▶ _HOW TO COMPLETE THIS TASK_
Determine how many lines in the entries below include the word "Adamello", and reply with that number alone.

**********

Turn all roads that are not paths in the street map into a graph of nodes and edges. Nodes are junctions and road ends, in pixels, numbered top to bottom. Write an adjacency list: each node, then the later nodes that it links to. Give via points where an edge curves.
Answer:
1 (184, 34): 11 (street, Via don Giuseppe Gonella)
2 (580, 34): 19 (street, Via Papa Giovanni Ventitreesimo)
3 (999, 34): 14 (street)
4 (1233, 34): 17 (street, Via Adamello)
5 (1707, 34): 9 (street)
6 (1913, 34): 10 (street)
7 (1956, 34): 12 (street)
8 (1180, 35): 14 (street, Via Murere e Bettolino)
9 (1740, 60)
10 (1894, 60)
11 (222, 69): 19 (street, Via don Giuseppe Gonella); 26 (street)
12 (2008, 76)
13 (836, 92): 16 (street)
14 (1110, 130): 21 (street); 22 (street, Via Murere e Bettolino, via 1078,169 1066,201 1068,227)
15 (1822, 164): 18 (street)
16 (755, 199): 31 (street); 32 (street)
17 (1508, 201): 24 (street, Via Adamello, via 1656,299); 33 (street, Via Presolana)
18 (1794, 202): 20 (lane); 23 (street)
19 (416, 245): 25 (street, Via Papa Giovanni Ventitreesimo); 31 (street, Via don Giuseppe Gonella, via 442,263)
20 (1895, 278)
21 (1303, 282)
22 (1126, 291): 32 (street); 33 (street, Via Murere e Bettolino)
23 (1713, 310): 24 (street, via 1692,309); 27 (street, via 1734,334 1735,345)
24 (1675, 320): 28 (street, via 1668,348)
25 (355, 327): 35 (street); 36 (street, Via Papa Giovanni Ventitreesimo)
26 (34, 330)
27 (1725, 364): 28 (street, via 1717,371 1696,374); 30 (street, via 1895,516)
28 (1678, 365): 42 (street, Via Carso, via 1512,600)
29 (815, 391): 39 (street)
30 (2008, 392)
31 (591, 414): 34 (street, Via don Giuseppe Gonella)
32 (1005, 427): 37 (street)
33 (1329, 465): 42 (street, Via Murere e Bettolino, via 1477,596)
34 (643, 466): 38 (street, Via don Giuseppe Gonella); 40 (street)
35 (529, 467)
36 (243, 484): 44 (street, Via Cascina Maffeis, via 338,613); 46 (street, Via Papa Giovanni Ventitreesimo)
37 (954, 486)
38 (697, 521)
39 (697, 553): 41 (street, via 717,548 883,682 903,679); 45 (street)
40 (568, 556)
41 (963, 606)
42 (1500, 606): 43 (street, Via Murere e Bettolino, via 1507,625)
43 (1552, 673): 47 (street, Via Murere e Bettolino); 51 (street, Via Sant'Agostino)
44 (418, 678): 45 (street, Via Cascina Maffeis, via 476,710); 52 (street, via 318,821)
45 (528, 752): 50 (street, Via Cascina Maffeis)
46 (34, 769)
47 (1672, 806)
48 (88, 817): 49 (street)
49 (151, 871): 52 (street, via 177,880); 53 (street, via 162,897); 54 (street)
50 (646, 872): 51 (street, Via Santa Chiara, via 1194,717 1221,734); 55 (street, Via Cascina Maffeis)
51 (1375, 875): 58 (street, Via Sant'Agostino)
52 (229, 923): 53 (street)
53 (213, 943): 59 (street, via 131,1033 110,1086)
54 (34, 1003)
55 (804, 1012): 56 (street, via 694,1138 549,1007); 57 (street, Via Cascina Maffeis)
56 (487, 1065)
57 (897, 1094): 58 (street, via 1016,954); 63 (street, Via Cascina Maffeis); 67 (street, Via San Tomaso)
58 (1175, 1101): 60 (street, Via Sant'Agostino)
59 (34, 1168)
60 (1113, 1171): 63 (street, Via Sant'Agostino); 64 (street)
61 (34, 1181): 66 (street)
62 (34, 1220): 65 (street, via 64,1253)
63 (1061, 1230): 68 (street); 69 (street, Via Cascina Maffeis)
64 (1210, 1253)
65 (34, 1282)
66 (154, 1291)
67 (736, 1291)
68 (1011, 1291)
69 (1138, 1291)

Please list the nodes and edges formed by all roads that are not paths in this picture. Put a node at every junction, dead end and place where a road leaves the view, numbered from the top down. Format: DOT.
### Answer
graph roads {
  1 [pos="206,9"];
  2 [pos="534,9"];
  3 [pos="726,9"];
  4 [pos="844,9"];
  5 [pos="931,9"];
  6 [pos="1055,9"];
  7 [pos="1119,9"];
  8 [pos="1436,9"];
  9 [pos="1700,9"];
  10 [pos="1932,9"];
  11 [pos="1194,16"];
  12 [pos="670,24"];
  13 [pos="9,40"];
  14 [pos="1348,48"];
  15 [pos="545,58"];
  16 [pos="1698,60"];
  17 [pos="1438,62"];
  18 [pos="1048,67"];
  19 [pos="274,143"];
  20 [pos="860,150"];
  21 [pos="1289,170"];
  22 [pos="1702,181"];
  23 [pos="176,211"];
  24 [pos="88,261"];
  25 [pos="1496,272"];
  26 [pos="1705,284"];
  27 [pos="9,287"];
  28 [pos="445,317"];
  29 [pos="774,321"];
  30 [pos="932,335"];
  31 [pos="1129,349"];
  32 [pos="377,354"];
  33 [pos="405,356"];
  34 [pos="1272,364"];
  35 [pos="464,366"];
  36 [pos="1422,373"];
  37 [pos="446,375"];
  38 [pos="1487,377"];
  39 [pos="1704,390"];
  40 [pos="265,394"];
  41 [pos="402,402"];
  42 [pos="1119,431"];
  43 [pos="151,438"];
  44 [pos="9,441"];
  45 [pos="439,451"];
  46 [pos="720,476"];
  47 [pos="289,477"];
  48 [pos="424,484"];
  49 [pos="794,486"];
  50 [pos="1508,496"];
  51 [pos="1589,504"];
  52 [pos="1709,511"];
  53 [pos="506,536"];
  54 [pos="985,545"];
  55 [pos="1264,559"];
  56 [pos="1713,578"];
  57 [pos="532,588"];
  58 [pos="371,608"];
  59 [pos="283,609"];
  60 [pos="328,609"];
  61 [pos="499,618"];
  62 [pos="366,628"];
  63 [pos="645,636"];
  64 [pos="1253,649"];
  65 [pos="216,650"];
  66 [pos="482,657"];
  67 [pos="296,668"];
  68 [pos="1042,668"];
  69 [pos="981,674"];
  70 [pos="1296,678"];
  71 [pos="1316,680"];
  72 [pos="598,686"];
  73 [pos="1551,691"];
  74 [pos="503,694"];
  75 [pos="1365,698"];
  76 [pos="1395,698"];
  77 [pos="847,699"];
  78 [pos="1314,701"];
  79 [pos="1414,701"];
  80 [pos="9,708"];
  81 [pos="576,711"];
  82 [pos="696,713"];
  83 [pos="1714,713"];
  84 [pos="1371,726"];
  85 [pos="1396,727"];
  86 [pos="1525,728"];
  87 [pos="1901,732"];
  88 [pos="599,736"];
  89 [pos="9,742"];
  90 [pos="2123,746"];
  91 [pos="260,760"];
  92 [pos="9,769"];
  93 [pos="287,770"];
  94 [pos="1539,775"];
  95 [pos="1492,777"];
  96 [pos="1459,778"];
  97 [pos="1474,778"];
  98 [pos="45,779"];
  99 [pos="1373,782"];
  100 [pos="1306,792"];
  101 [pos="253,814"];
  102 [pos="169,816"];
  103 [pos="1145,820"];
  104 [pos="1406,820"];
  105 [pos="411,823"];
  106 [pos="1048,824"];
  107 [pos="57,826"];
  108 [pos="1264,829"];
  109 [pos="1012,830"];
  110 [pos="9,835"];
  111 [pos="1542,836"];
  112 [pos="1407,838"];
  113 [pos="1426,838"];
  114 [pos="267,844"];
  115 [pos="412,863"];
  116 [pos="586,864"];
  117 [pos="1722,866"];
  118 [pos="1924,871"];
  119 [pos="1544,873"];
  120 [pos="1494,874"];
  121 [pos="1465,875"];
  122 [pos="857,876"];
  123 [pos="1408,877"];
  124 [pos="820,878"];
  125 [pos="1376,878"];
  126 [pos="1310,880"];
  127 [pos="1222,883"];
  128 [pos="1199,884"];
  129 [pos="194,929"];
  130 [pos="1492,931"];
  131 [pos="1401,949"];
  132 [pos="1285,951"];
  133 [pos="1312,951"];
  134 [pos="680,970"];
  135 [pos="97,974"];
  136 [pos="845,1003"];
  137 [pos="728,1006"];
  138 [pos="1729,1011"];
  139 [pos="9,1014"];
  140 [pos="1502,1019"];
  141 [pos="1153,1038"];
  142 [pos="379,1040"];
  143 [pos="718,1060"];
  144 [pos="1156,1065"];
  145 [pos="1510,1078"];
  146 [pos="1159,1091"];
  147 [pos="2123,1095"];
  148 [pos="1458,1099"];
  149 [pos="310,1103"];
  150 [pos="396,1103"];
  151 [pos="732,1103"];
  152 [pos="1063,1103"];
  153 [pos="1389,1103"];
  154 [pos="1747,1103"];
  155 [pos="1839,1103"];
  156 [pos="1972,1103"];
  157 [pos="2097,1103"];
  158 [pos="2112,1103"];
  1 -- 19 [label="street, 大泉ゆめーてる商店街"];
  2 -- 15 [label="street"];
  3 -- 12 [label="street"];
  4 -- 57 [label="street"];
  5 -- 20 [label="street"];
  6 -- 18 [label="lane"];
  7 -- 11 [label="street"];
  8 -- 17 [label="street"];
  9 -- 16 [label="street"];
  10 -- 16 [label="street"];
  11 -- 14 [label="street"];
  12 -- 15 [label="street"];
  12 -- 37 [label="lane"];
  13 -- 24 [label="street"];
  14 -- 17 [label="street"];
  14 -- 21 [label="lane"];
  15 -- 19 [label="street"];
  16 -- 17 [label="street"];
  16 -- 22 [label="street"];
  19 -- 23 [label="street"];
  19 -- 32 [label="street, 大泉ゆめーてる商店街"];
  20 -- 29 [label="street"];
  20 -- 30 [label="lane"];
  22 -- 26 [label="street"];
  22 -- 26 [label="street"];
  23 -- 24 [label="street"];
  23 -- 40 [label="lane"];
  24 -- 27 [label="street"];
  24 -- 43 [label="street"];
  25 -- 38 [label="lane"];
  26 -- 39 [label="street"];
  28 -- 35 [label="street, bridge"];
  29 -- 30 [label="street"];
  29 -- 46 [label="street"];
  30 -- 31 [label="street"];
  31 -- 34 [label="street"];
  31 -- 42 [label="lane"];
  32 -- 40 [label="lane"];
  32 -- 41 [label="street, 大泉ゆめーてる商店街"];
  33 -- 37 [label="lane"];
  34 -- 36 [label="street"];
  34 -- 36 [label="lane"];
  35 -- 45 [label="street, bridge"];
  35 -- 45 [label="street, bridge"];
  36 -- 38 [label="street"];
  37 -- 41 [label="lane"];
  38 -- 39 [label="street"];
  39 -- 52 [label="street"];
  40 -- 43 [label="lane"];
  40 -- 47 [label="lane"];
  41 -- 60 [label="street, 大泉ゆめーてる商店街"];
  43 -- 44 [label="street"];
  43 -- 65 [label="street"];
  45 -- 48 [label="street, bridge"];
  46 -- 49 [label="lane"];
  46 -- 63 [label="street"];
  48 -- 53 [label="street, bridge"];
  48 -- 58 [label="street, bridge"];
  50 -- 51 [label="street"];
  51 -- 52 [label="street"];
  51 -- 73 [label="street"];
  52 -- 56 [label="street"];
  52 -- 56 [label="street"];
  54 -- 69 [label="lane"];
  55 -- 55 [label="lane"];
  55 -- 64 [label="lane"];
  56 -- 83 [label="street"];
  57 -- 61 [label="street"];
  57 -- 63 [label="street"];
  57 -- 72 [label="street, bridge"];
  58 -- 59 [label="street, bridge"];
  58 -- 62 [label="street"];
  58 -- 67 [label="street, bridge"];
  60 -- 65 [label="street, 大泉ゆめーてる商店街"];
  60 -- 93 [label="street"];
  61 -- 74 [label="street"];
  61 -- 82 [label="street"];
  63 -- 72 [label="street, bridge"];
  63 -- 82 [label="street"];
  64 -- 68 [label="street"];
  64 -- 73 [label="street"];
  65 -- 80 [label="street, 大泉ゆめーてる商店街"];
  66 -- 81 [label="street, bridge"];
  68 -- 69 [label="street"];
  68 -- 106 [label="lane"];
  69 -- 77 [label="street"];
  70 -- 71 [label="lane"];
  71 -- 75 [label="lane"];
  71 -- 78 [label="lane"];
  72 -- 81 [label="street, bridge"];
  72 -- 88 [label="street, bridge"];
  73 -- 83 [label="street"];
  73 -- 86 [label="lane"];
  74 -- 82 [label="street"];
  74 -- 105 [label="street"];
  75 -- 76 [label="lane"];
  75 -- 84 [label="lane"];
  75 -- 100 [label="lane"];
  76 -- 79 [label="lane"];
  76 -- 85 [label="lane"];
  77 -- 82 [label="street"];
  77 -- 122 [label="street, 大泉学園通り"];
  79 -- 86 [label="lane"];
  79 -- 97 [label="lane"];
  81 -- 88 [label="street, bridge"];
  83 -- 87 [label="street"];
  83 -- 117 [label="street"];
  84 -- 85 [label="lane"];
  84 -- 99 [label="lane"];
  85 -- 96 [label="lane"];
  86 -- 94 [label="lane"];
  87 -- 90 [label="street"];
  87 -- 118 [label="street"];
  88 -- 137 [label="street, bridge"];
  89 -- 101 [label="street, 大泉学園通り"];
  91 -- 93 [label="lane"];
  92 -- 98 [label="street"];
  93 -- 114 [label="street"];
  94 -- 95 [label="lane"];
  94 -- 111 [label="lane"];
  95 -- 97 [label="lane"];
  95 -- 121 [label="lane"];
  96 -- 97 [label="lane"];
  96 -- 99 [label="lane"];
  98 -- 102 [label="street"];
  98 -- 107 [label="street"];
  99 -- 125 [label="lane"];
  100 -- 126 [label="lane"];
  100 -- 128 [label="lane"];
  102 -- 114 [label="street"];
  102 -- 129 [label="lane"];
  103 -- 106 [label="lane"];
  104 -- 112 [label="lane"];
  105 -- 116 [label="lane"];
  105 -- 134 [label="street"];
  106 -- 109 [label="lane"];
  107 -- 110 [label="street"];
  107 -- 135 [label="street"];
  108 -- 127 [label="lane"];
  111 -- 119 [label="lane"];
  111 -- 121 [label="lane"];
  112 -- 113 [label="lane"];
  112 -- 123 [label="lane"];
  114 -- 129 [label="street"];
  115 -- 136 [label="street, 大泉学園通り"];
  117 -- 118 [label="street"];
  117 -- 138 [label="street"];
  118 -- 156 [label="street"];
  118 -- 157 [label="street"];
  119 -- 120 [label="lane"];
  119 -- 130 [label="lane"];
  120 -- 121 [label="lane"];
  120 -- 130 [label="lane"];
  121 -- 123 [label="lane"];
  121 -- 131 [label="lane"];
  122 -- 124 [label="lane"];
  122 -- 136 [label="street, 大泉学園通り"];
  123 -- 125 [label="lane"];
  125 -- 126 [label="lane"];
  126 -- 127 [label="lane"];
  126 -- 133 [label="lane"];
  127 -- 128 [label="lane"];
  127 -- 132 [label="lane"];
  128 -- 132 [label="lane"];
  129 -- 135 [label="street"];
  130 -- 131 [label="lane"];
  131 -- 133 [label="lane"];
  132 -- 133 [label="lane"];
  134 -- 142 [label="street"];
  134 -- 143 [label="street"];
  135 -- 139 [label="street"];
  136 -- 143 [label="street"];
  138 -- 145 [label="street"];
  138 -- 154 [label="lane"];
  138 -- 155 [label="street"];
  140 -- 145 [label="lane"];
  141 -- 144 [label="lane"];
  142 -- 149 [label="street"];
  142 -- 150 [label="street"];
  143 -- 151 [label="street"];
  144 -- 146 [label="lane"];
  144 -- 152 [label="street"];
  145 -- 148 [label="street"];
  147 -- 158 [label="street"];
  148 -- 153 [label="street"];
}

**********

▶ _YOUR SOLUTION_
2